Although a larger spot size covers a bigger surface, it sacrifices detail and precision. For example, a 50 W laser marker with a 100 µm spot size won’t achieve the same speed and accuracy as a 25 W marker with a smaller spot size of 50 µm.

Choosing the Right Laser Pulse Energy: Pulsed vs. CW Lasers

One significant consideration when using lasers is whether to use continuous or pulsed laser power. Both types use their available power differently.

CW Laser

A CW laser (continuous-wave laser) emits a continuous beam of light, providing a constant power output. For example, a 50 W CW laser consistently releases 50 joules of energy per second. They are ideal for applications requiring a steady energy delivery, such as laser cutting or welding thick materials.

Pulsed Laser

A pulsed laser, on the other hand, delivers energy in pulses with brief pauses. These breaks allow the laser a chance to gather more energy before shooting out the next burst. Because of this, a pulsed laser can hit higher energy levels compared to a CW laser.

Distinguishing

To help you understand beam laser power, it’s important to know the difference between average power, laser peak power, and power density. Let’s break down these concepts

Average Power

Average power is commonly interchanged with laser power. It’s the total energy a laser delivers in one second. A 100 W laser has an average power of 100 W, no matter whether it’s continuous or pulsed. Average power is essential for assessing the overall performance and energy consumption of a laser system.

Laser Peak Power

Laser peak power is the highest laser power output a laser can achieve in a given amount of time. To calculate peak power, you just divide the pulse energy (measured in joules) by the pulse duration (measured in seconds). For instance, if you have a 1-millijoule pulse lasting 100 nanoseconds, the peak power would be at least 10,000 watts.

Laser Power Density

Power density, also called irradiance, tells us how much energy is packed into a given area. It’s measured in watts per square centimeter, showing how quickly energy is transferred within a specific space.

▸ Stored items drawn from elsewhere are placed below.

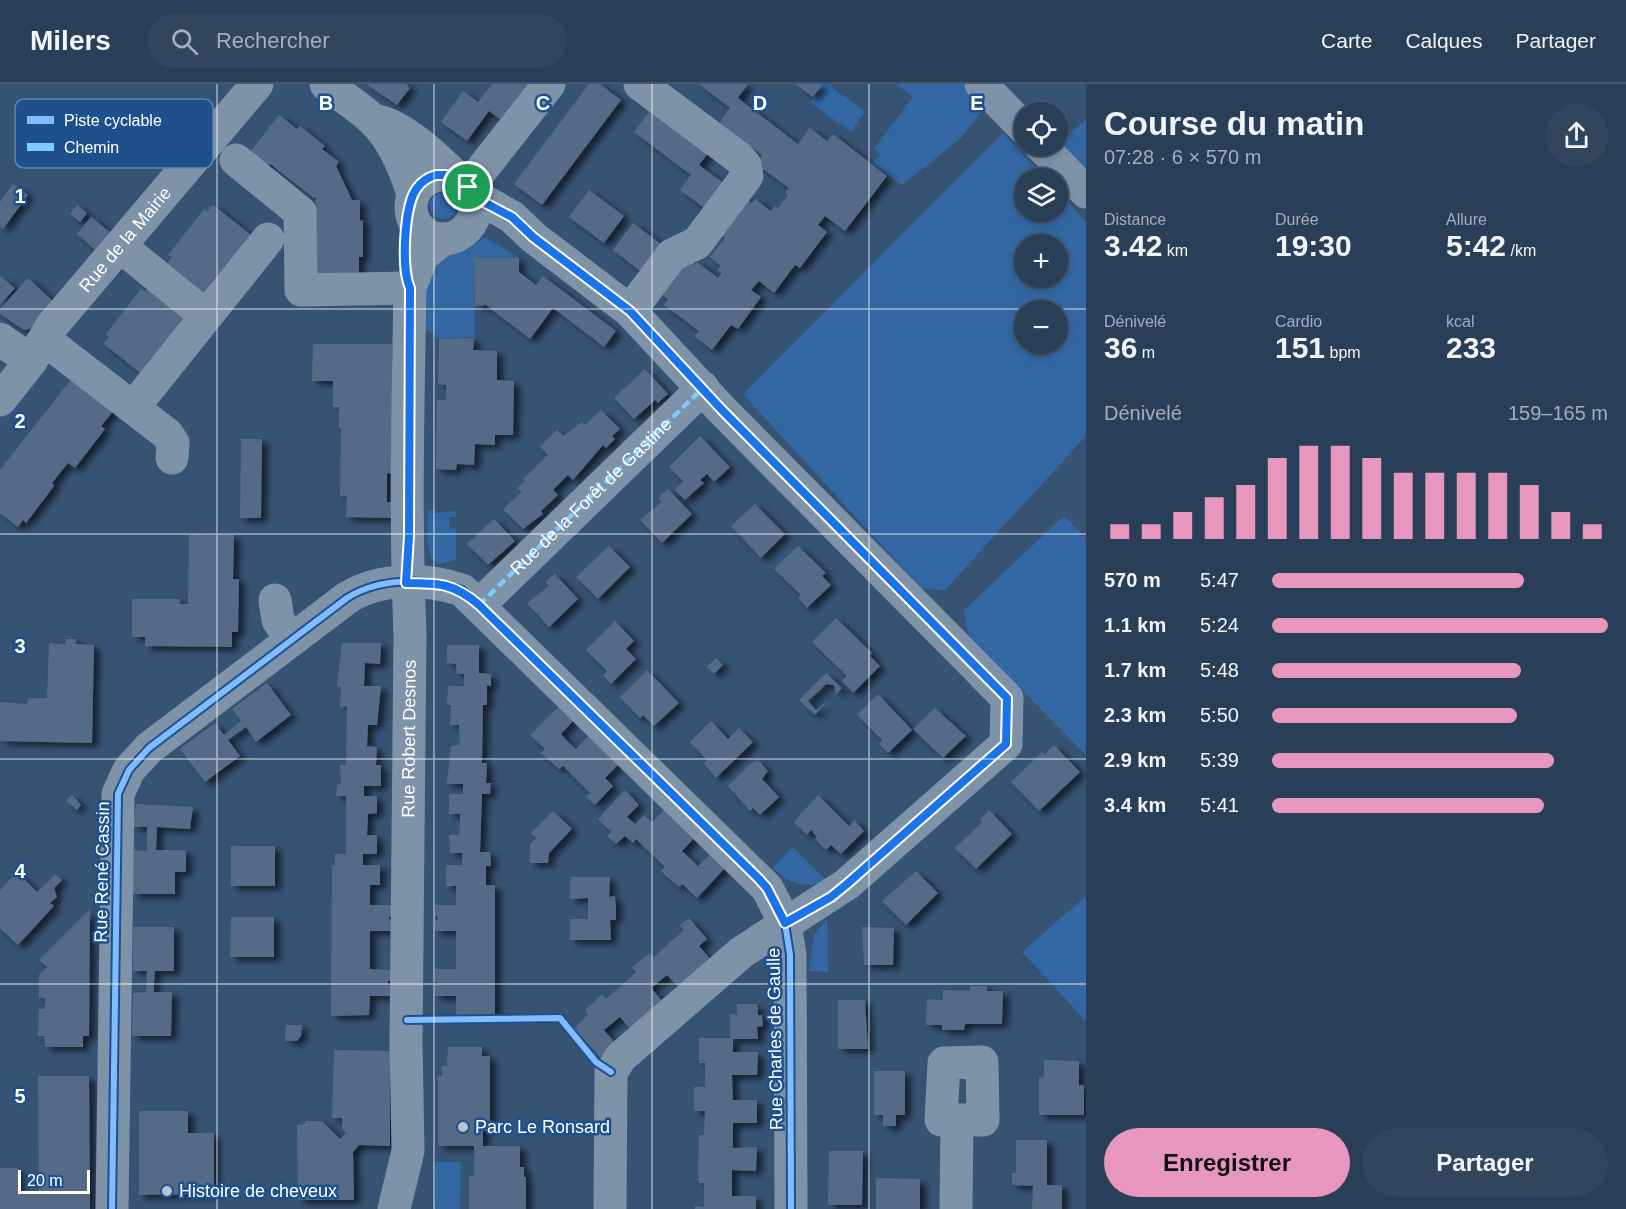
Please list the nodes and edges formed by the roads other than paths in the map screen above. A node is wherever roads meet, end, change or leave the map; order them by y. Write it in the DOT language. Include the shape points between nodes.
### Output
graph roads {
  1 [pos="257,84"];
  2 [pos="326,84"];
  3 [pos="549,84"];
  4 [pos="640,84"];
  5 [pos="981,84"];
  6 [pos="1014,118"];
  7 [pos="374,120"];
  8 [pos="213,136"];
  9 [pos="1051,156"];
  10 [pos="236,160"];
  11 [pos="186,168"];
  12 [pos="466,186"];
  13 [pos="1086,192"];
  14 [pos="412,202"];
  15 [pos="455,233"];
  16 [pos="533,237"];
  17 [pos="268,239"];
  18 [pos="120,246"];
  19 [pos="410,288"];
  20 [pos="630,311"];
  21 [pos="207,316"];
  22 [pos="0,339"];
  23 [pos="38,351"];
  24 [pos="703,388"];
  25 [pos="144,394"];
  26 [pos="0,400"];
  27 [pos="172,458"];
  28 [pos="406,583"];
  29 [pos="275,600"];
  30 [pos="479,605"];
  31 [pos="291,640"];
  32 [pos="785,923"];
  33 [pos="957,1120"];
  34 [pos="397,1198"];
  35 [pos="112,1209"];
  36 [pos="610,1209"];
  37 [pos="791,1209"];
  38 [pos="956,1209"];
  1 -- 8 [label="street, Rue de la Mairie"];
  2 -- 7 [label="street"];
  3 -- 12 [label="street"];
  4 -- 20 [label="street" via="739,158 747,170 697,243 672,255"];
  5 -- 6 [label="street"];
  7 -- 12 [label="street" via="386,122 403,134"];
  7 -- 14 [label="street" via="402,164"];
  9 -- 13 [label="street"];
  10 -- 19 [label="street" via="300,212 301,290"];
  11 -- 18 [label="street, Rue de la Mairie"];
  12 -- 14 [label="street" via="447,175 431,177 418,186"];
  12 -- 15 [label="street" via="475,211"];
  12 -- 16 [label="street" via="512,217"];
  14 -- 15 [label="street" via="413,220 423,232"];
  14 -- 19 [label="street, Rue Robert Desnos" via="404,251 405,276"];
  15 -- 16 [label="street" via="494,225"];
  15 -- 19 [label="street, Rue Robert Desnos" via="422,256"];
  16 -- 20 [label="street"];
  17 -- 21 [label="street"];
  18 -- 21 [label="street"];
  18 -- 23 [label="street, Rue de la Mairie" via="51,327"];
  19 -- 28 [label="street, Rue Robert Desnos"];
  20 -- 24 [label="street"];
  21 -- 25 [label="street"];
  22 -- 23 [label="street"];
  23 -- 26 [label="street, Rue de la Mairie"];
  23 -- 27 [label="street" via="167,434 173,443"];
  24 -- 30 [label="street, Rue de la Forêt de Gastine"];
  24 -- 32 [label="street" via="1007,698 1006,744 831,897"];
  28 -- 30 [label="street, Rue Charles de Gaulle" via="448,585 462,590"];
  28 -- 31 [label="street, Rue René Cassin" via="356,592"];
  28 -- 34 [label="street, Rue Robert Desnos" via="410,634 408,1151"];
  29 -- 31 [label="street" via="278,620"];
  30 -- 32 [label="street, Rue Charles de Gaulle" via="758,878"];
  31 -- 35 [label="street, Rue René Cassin" via="149,748 129,770 118,794"];
  32 -- 36 [label="street" via="742,952 621,1057 611,1072"];
  32 -- 37 [label="street, Rue Charles de Gaulle" via="792,986"];
  33 -- 38 [label="street"];
}
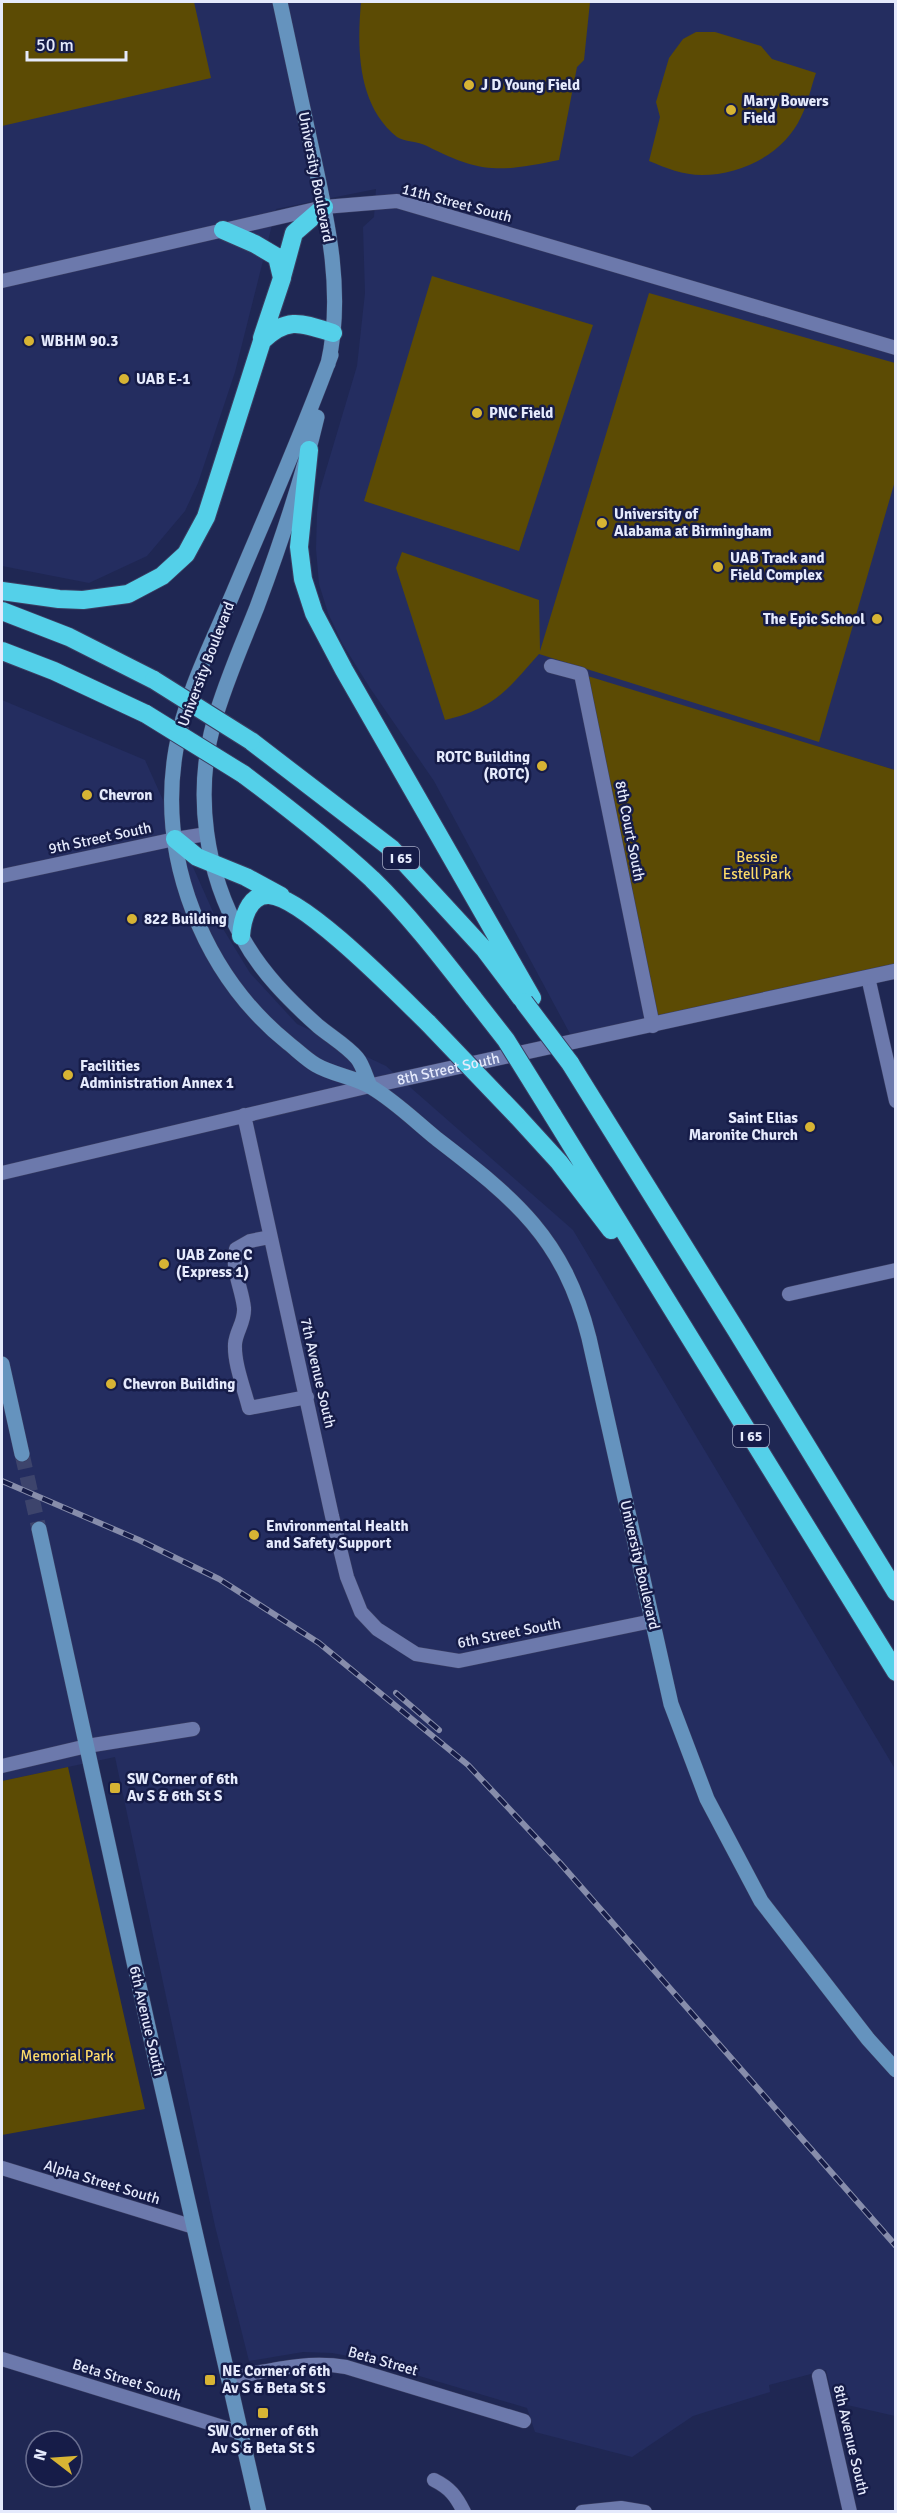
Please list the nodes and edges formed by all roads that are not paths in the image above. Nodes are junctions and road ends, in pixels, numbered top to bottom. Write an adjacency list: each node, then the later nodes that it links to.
1 (280, 2): 2 (main road, University Boulevard)
2 (324, 207): 3 (street, 11th Street South); 4 (highway); 6 (main road, University Boulevard); 8 (street, 11th Street South)
3 (223, 230): 4 (highway); 5 (street, 11th Street South)
4 (282, 278): 7 (highway)
5 (2, 280)
6 (333, 333): 7 (highway); 9 (main road, University Boulevard)
7 (262, 340): 11 (highway)
8 (896, 348)
9 (330, 355): 10 (main road, University Boulevard); 16 (main road, University Boulevard)
10 (309, 450): 15 (main road, University Boulevard); 23 (highway)
11 (2, 591)
12 (2, 611): 23 (highway, I 65, bridge)
13 (2, 651): 32 (highway, I 65, bridge)
14 (551, 666): 24 (street, 8th Court South)
15 (207, 834): 16 (street, 9th Street South); 17 (main road, University Boulevard)
16 (175, 839): 17 (highway); 18 (street, 9th Street South); 25 (main road, University Boulevard)
17 (213, 864): 19 (highway); 20 (main road, University Boulevard)
18 (2, 876)
19 (287, 900): 20 (highway); 32 (highway, bridge)
20 (241, 936): 25 (main road, University Boulevard)
21 (896, 971): 22 (street, 8th Street South)
22 (868, 977): 24 (street, 8th Street South); 26 (street)
23 (528, 1000): 37 (highway, I 65, bridge)
24 (652, 1026): 25 (street, 8th Street South)
25 (370, 1086): 27 (street, 8th Street South); 38 (main road, University Boulevard)
26 (896, 1101)
27 (244, 1115): 28 (street, 8th Street South); 29 (street, 7th Avenue South)
28 (2, 1173)
29 (270, 1237): 34 (street, 7th Avenue South); 34 (street)
30 (896, 1270): 31 (street)
31 (789, 1294)
32 (673, 1310): 40 (highway, I 65)
33 (2, 1364): 35 (main road)
34 (307, 1396): 39 (street, 7th Avenue South)
35 (22, 1454)
36 (39, 1529): 42 (main road, 6th Avenue South)
37 (896, 1592)
38 (652, 1621): 39 (street, 6th Street South); 44 (main road, University Boulevard)
39 (377, 1629)
40 (896, 1672)
41 (193, 1730): 42 (street)
42 (87, 1746): 43 (street); 46 (main road, 6th Avenue South)
43 (2, 1766)
44 (896, 2070)
45 (2, 2168): 46 (street, Alpha Street South)
46 (194, 2227): 49 (main road, 6th Avenue South)
47 (2, 2359): 51 (street, Beta Street South)
48 (819, 2376): 57 (street, 8th Avenue South)
49 (229, 2378): 50 (street, Beta Street); 51 (main road, 6th Avenue South)
50 (524, 2421)
51 (242, 2433): 53 (main road, 6th Avenue South)
52 (435, 2480): 54 (street)
53 (259, 2511)
54 (464, 2511)
55 (582, 2511): 56 (street)
56 (645, 2511)
57 (850, 2511)

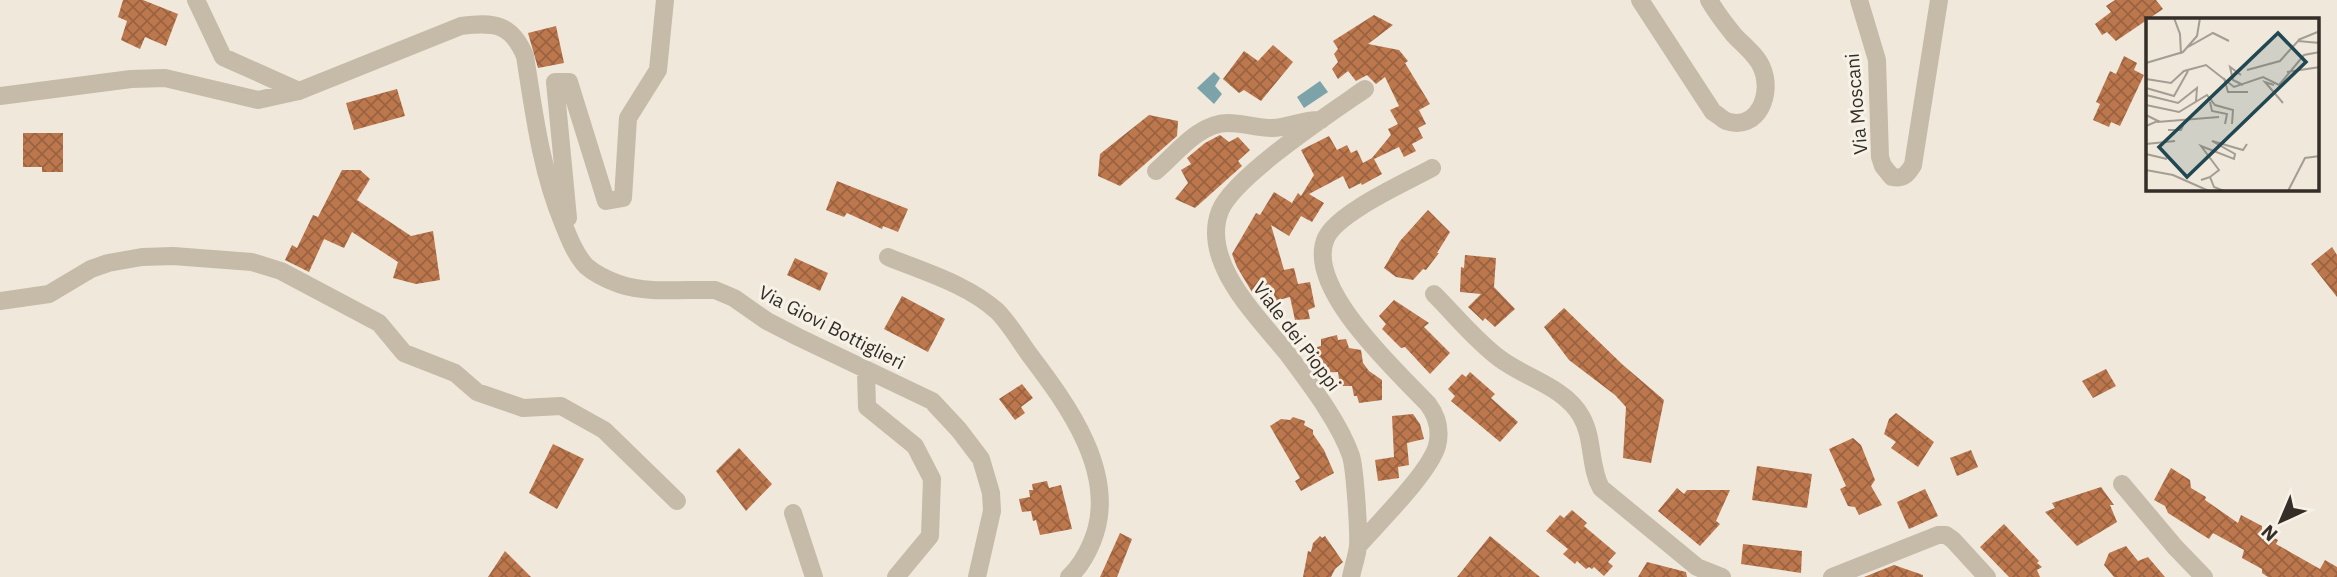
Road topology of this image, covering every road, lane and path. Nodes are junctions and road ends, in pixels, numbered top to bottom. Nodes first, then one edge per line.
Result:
1 (195, 0) edge
2 (665, 0) edge
3 (1640, 0) edge
4 (1709, 0) edge
5 (1859, 0) edge
6 (1938, 0) edge
7 (1365, 89) dead end
8 (299, 91) junction
9 (0, 96) edge
10 (1321, 120) junction
11 (1432, 168) dead end
12 (1156, 171) dead end
13 (570, 239) junction
14 (888, 257) dead end
15 (1434, 295) dead end
16 (0, 301) edge
17 (866, 371) junction
18 (2122, 484) dead end
19 (677, 501) dead end
20 (793, 513) dead end
21 (1358, 546) junction
22 (814, 577) edge
23 (896, 577) edge
24 (977, 577) edge
25 (1069, 577) edge
26 (1351, 577) edge
27 (1722, 577) edge
28 (1832, 577) edge
29 (1987, 577) edge
30 (2204, 577) edge

1 - 8 street
2 - 13 street
3 - 4 street
5 - 6 street, Via Moscani
7 - 10 street, Viale dei Pioppi
8 - 9 street, Via Giovi Bottiglieri
8 - 13 street, Via Giovi Bottiglieri
10 - 12 street, Viale dei Pioppi
10 - 21 street, Viale dei Pioppi
11 - 21 street
13 - 17 street, Via Giovi Bottiglieri
14 - 25 street
15 - 27 street
16 - 19 street
17 - 23 street
17 - 24 street, Via Giovi Bottiglieri
18 - 30 street
20 - 22 street
21 - 26 street, Viale dei Pioppi
28 - 29 street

To find the power density, you simply divide the laser power by the size of the beam. The power density of a beam plays a significant role in marking and processing quality and speed. As you can imagine, even a “lower power” laser can often mark, cut, or engrave faster than a “higher power” system if its beam spot is smaller, which improves laser power density.

Conclusion

When it comes to laser power, a simple principle applies: more isn’t always better. While it’s easy to assume that a higher average power is the ultimate goal, blindly pursuing it can be counterproductive. If a higher average power comes at the cost of a lower peak power, reduced power density, or a longer pulse duration, it may cause more harm than good for your specific application.

The key to choosing the right laser power lies in understanding the interplay between different parameters and making informed trade-offs based on your unique application needs.